La déontologie des faits divers

La déontologie des faits divers

© Siné

Tristan Bernard : «  un journal coupé en morceaux n’intéresse personne, un homme coupé en morceau intéresse tous les journaux »

 

Le fait divers constitue un type très particulier d’information pour le journaliste. Il se présente toujours comme un événement anodin et ponctuel qui vient questionner les grandes passions humaines ou attirer l’attention sur des phénomènes anormaux. Les faits divers sont traditionnellement regroupés au sein d’une même rubrique. Ils forment un groupe à part, à l’écart des autres informations. Même si leur importance est souvent considérée comme secondaire, ils ont un rôle primordial pour le média. Un rôle financier d’une part, ils sont propices à l’identification, accrocheurs par excellence et jouent principalement sur la loi de proximité. Selon certains, les médias accorderaient une trop grande importance à la couverture des faits divers, en raison d’une attirance supposée du public pour ce type d’évènement, et du bénéfice qui en découlerait en terme d’audience. Les faits divers séduisent les usagers : plus l’histoire est croustillante, absurde, tragique, insolite …. en un mot marquante plus le fait divers prend de la valeur. A la télévision même, le  public est friand des rubriques insolites.

Certains faits divers peuvent parfois avoir une portée plus large et sortir du cadre de leur rubrique. Un fait divers à la Une devient une affaire, et l’hypertrophie du phénomène a déjà conduit à de grands scandales Médiatico-judiciaires comme dans l’affaire à rebondissements du petit Grégory Villemin en 1984 ou encore l’ « Affaire Cécile Jourdan »(1988-1992). En France, ce type d’affaire a relancé le débat sur la déontologie de la presse, sur son rôle par rapport à la justice, sa responsabilité vis à vis des fameux « présumés coupables » Les médias ont ainsi essayé de s’empêcher de devenir une compilation de faits divers et d’en définir des cadres plus ou moins clairs. Si le traitement déontologique des faits divers est loin de la perfection, on n’a pas connu de dérapage majeur dans ce domaine depuis la fin des années 1990, et la loi sur la présomption d’innocence a peut être joué dans ce domaine.
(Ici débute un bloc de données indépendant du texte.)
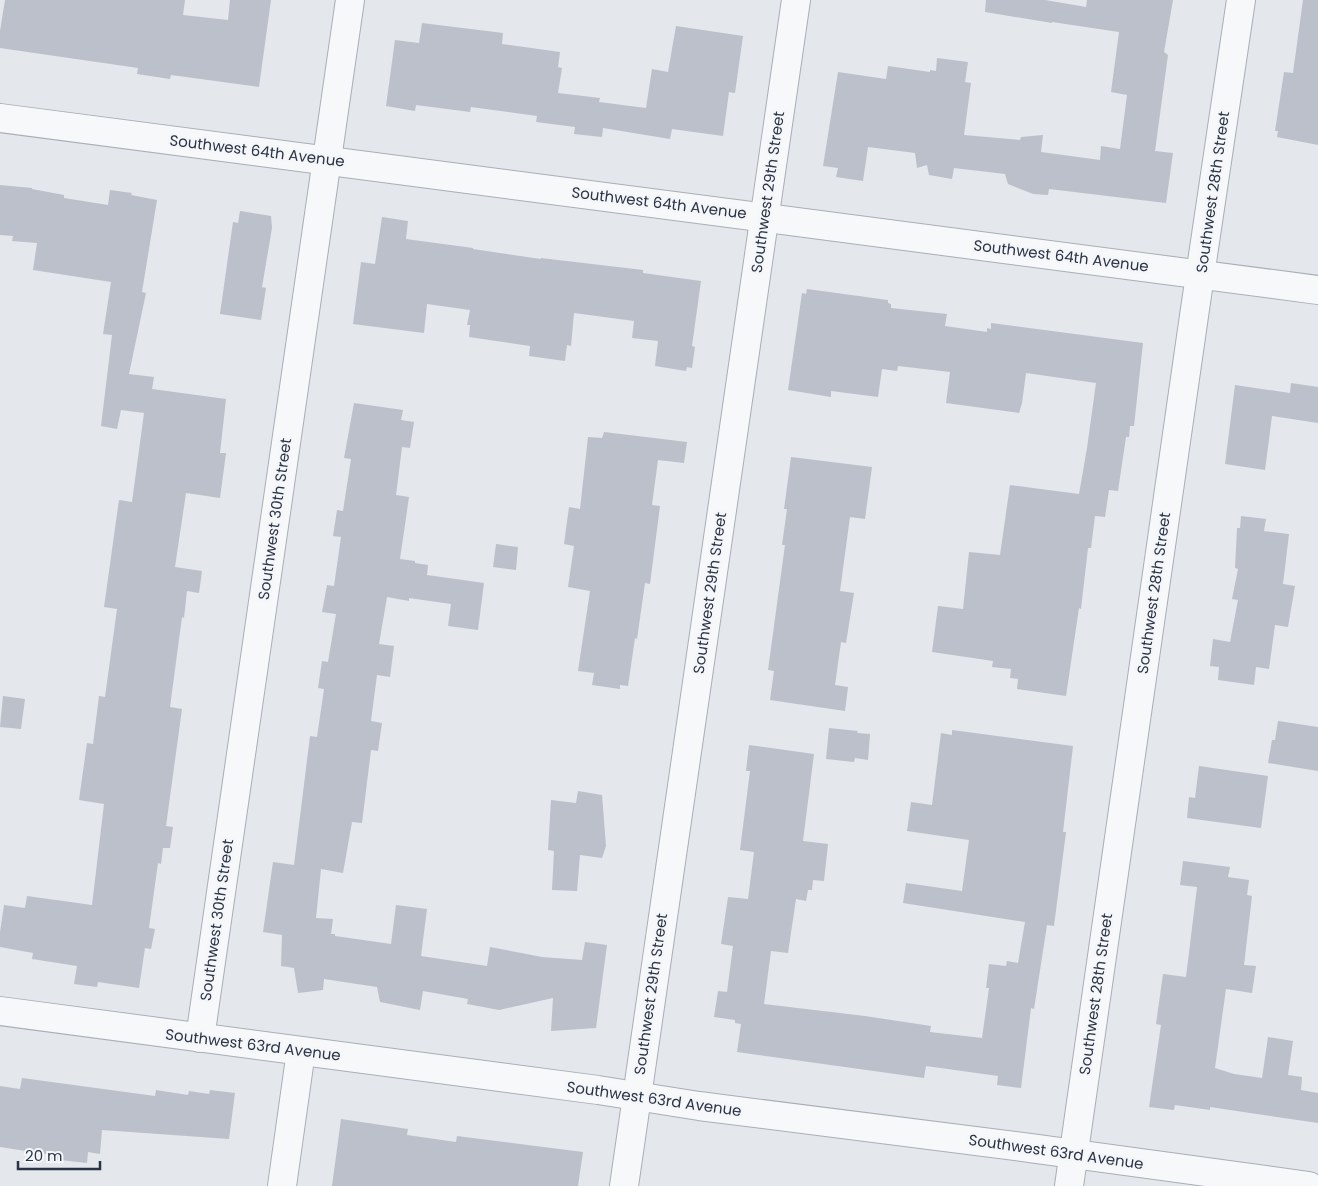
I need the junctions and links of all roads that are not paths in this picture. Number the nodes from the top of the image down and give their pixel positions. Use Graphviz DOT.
graph roads {
  1 [pos="350,0"];
  2 [pos="796,0"];
  3 [pos="1241,0"];
  4 [pos="0,118"];
  5 [pos="327,160"];
  6 [pos="764,217"];
  7 [pos="1200,274"];
  8 [pos="1318,290"];
  9 [pos="0,1011"];
  10 [pos="200,1038"];
  11 [pos="301,1051"];
  12 [pos="637,1097"];
  13 [pos="1074,1154"];
  14 [pos="282,1186"];
  15 [pos="624,1186"];
  16 [pos="1070,1186"];
  17 [pos="1309,1186"];
  1 -- 5 [label="street, Southwest 30th Street"];
  2 -- 6 [label="street, Southwest 29th Street"];
  3 -- 7 [label="street, Southwest 28th Street"];
  4 -- 5 [label="street, Southwest 64th Avenue"];
  5 -- 6 [label="street, Southwest 64th Avenue"];
  5 -- 10 [label="street, Southwest 30th Street"];
  6 -- 7 [label="street, Southwest 64th Avenue"];
  6 -- 12 [label="street, Southwest 29th Street"];
  7 -- 8 [label="street, Southwest 64th Avenue"];
  7 -- 13 [label="street, Southwest 28th Street"];
  9 -- 10 [label="street, Southwest 63rd Avenue"];
  10 -- 11 [label="street, Southwest 63rd Avenue"];
  11 -- 12 [label="street, Southwest 63rd Avenue"];
  11 -- 14 [label="street"];
  12 -- 13 [label="street, Southwest 63rd Avenue"];
  12 -- 15 [label="street, Southwest 29th Street"];
  13 -- 16 [label="street, Southwest 28th Street"];
  13 -- 17 [label="street, Southwest 63rd Avenue"];
}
Si le fait divers est une corde sensible, son usage est justifié en terme de déontologie car il peut également offrir et donner à voir le monde du quotidien. Tous les faits divers ne contiennent d’ailleurs pas des larmes et du sang. En toute modestie, on pourrait même reconnaître qu’ils régulent les comportements humains et donnent à réfléchir sur les excès des passions aussi bien que les tragédies grecques assumaient la fonction de catharsis!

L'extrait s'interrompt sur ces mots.